Along comes Eagle Coffee International, a coffee company located in New York, which (in 1983) starts using the mark, "EAGLE COFFEE".  Eagle (NY) also creates a website to market and sell its products at www.eaglecoffee.net.

Eagle (Maryland) discovers what's going on, and demands that Eagle (NY) stop using the mark. 

Eagle (NY) says "no way".

Eagle (Maryland) sues Eagle (NY) for trademark infringement, but launches the case in Maryland, not in New York.

Eagle (NY) says, "hey—you can't sue us in Maryland", and claims that it has no significant connections to Maryland.

Eagle (Maryland) says, "not true—you made seven Internet-based sales to customers in Maryland.  You also used the phrase 'please come again' in confirmatory emails following each Maryland-based purchase, implying that you want Maryland customers to visit your website."

You're the judge: how do you rule?  Does the NY company have to travel to Maryland, or do you dismiss the case?

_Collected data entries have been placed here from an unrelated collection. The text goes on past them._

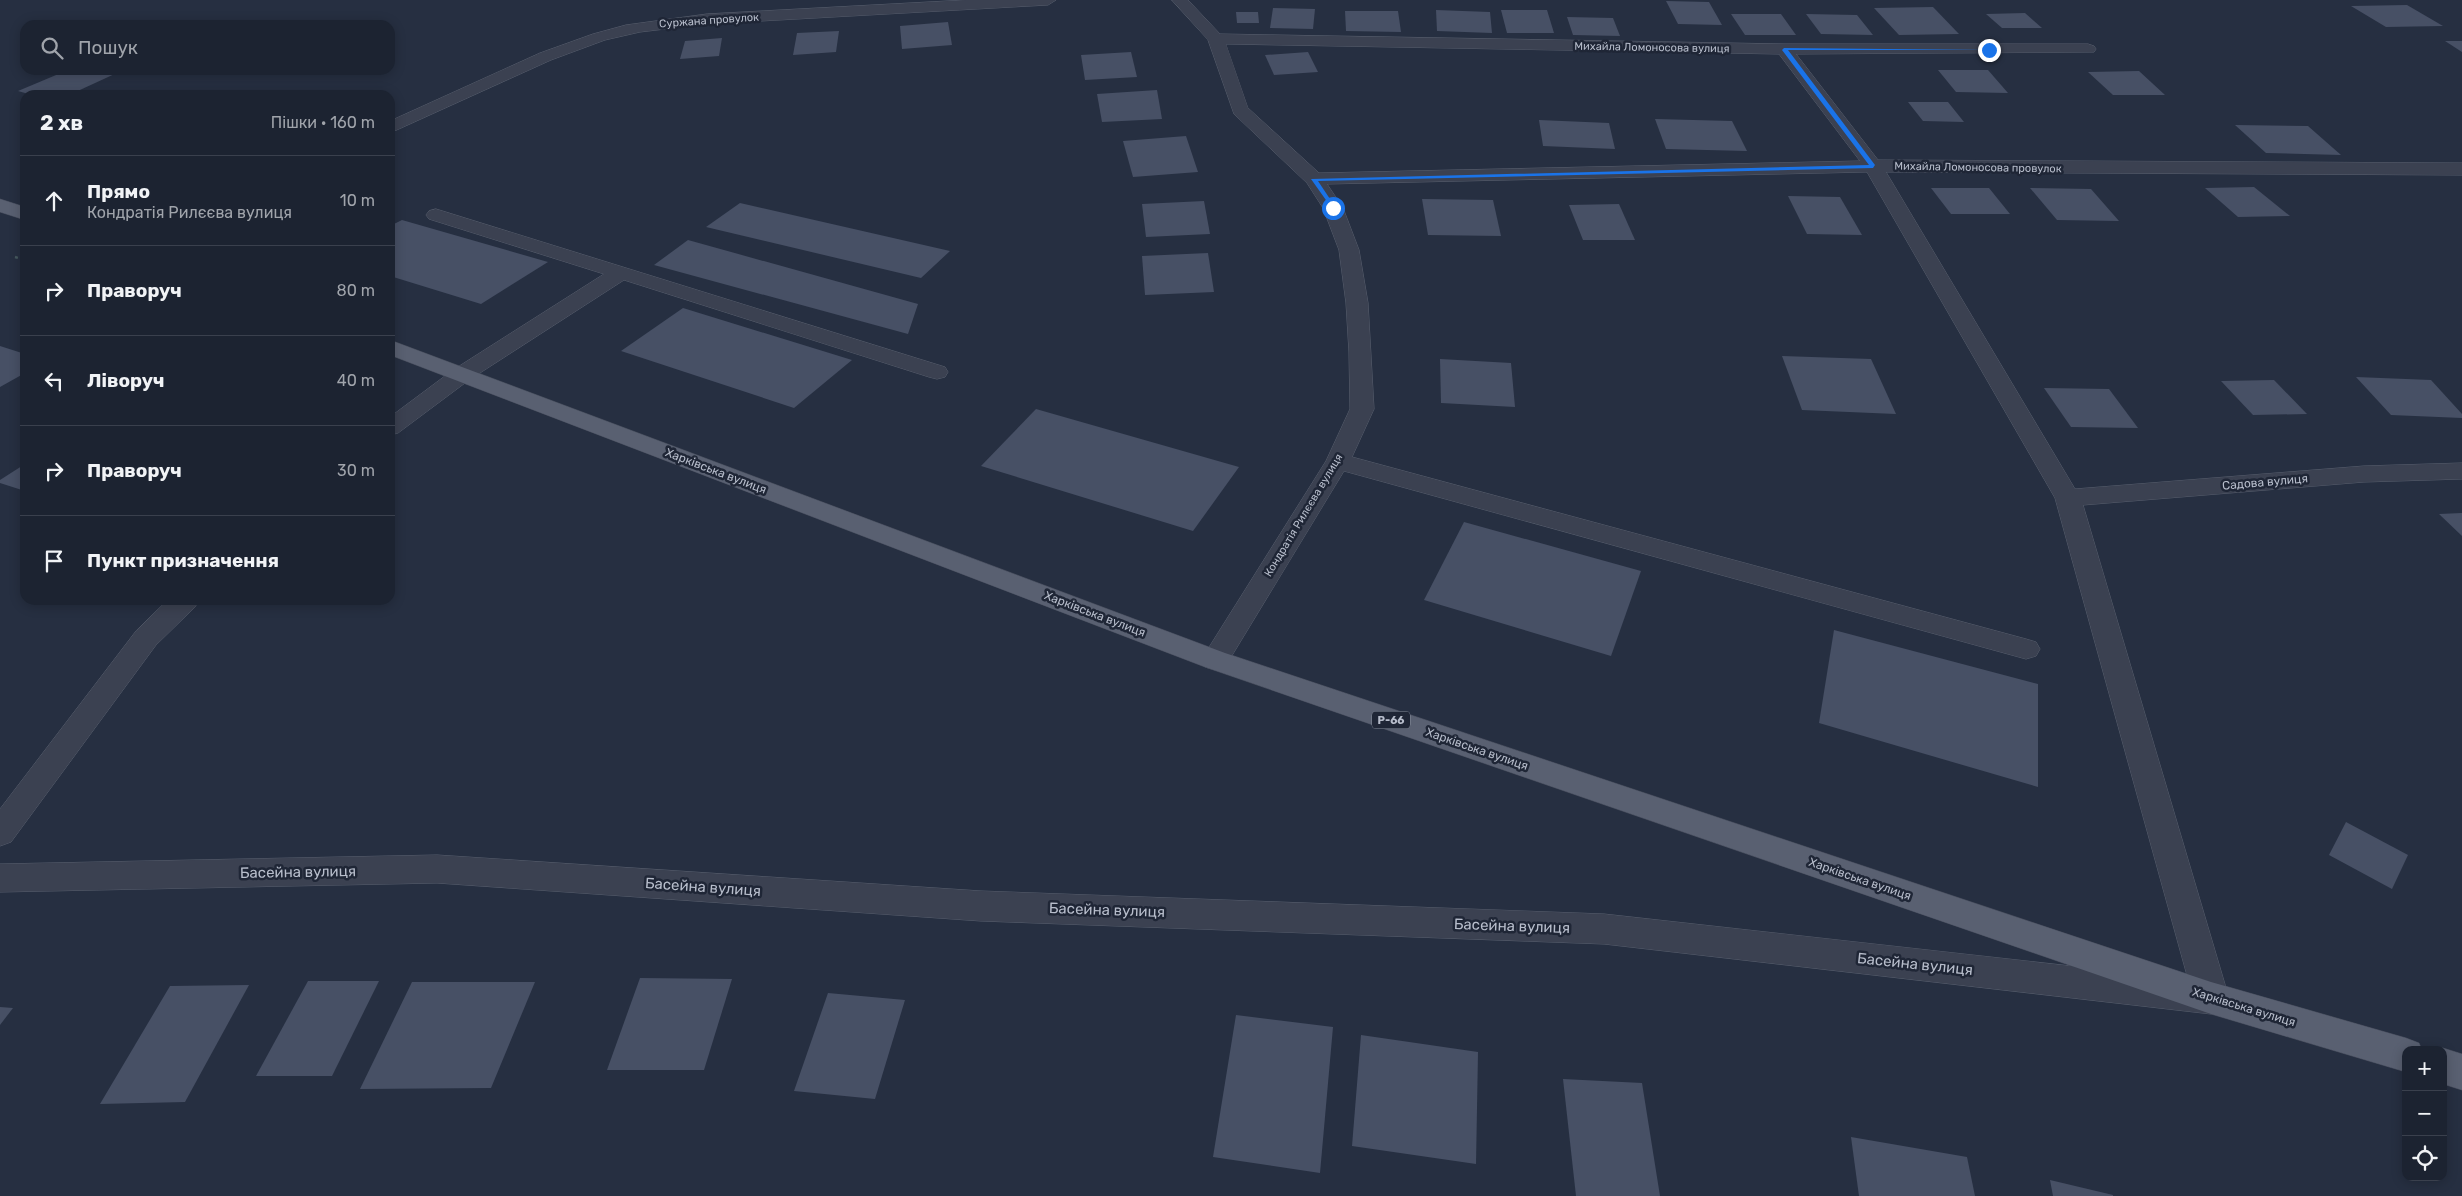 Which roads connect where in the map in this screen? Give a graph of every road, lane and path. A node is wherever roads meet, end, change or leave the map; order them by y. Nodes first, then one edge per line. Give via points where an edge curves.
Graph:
1 (1048, 0) edge
2 (1180, 0) edge
3 (1216, 39) junction
4 (1784, 49) junction
5 (2088, 49) dead end
6 (395, 126) edge
7 (1873, 166) junction
8 (2462, 170) edge
9 (1314, 179) junction
10 (0, 204) edge
11 (20, 212) edge
12 (436, 215) dead end
13 (621, 273) junction
14 (395, 349) edge
15 (937, 372) dead end
16 (461, 375) junction
17 (395, 424) edge
18 (1338, 461) junction
19 (2462, 472) edge
20 (2068, 498) junction
21 (181, 605) edge
22 (2026, 650) dead end
23 (1216, 660) junction
24 (0, 833) edge
25 (0, 878) edge
26 (2211, 998) junction
27 (2402, 1054) edge
28 (2447, 1067) edge
29 (2462, 1072) edge

1 - 6 street, Суржана провулок via 652,24 599,37 541,58
2 - 3 street, Кондратія Рилєєва вулиця
3 - 4 street, Михайла Ломоносова вулиця
3 - 9 street, Кондратія Рилєєва вулиця via 1240,110
4 - 5 street, Михайла Ломоносова вулиця
4 - 7 street
7 - 8 street, Михайла Ломоносова провулок
7 - 9 street, Михайла Ломоносова провулок
7 - 20 street
9 - 18 street, Кондратія Рилєєва вулиця via 1333,208 1349,250 1357,302 1362,409
10 - 11 main road
12 - 13 street
13 - 15 street
13 - 16 street
14 - 16 main road, Харківська вулиця / Р-66
16 - 17 street
16 - 23 main road, Харківська вулиця / Р-66
18 - 22 street
18 - 23 street, Кондратія Рилєєва вулиця
19 - 20 street, Садова вулиця via 2364,474
20 - 26 street
21 - 24 street via 146,638
23 - 26 main road, Харківська вулиця / Р-66
25 - 26 street, Басейна вулиця via 437,868 981,906 1604,929
26 - 27 main road, Харківська вулиця / Р-66
28 - 29 main road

ANSWER:  Eagle NY stays in NY; the case in Maryland is dismissed.

Why? 
Because fairness still rules the day. 

Let's take a closer look at what Eagle (Maryland) was arguing.  They claimed that Eagle (NY) made seven sales to Maryland customers since 1983, which justified forcing Eagle (NY) to defend itself in Maryland.  Think hard about that: 7 sales in 27 years!!  Do the math. 

Does anyone really think that that Eagle (NY) should have been pulled into Maryland because the company made approximately 3.8 sales to Maryland customers every 7 years??  Lawyers would say, "such a notion fails to comport with traditional notions of fairness and justice. "  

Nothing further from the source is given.